Sunday March 14, Red Hook (Brooklyn) and looking to the southwest.  The bulker beyond Houma is Darya Shanthi, Weeks crane 529 offloading  salt.

Sky darkens quickly over Staten Island.  The dark plume apparent beyond  the Bayonne can be seen

zoomed in here, probably from the Bayway refineries although it looks like an ominous cyclone.  For a real waterspout foto, see this old tugster post.  Notice the Upper Bay’s  jade green water, like some tropical lagoon where coconut palms might sway and firefishes play.  In fact, didn’t Rudyard Kipling write a poem about Gowanus Bay, and something like “across the fetch from Gowanus Bay, where the sturgeon fishes play, and the dawn comes up like thunder turning Jersey into day.”  Right?

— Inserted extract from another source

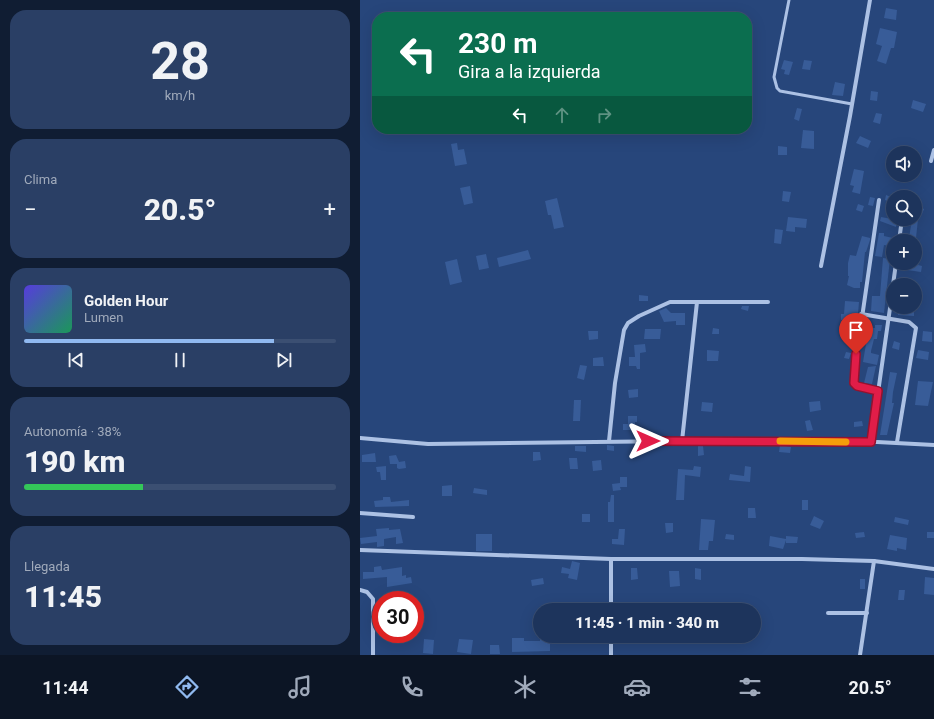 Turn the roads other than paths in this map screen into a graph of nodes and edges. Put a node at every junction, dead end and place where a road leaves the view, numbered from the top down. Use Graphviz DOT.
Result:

Clouds swollen and unstable with fluids, which they are, move

northeast.  Time to get back under cover.

Time elapsed in the top five fotos is less than an hour.

Below, Monday March 15, Rosebank (Staten Island) and looking northward toward a Manhattan moisture encased out beyond tanker W-O Ashley Sea.

Monday March 15,  St George (Staten Island) and looking at the aftermath on the bulkhead of the storm of March 12-today.  Gusts recorded at JFK Airport topped out at 66 mph with 4–6 inches of rainfall in the metro area.  Breezy and

(to coin a term) debris-y.  Stuff in the water that should never have been there got spewed onto land and

stuff like this ladder that should have stayed fastened down floated with the tide.  Imagine this debris multiplied one million fold floating in the EGP of the Pacific.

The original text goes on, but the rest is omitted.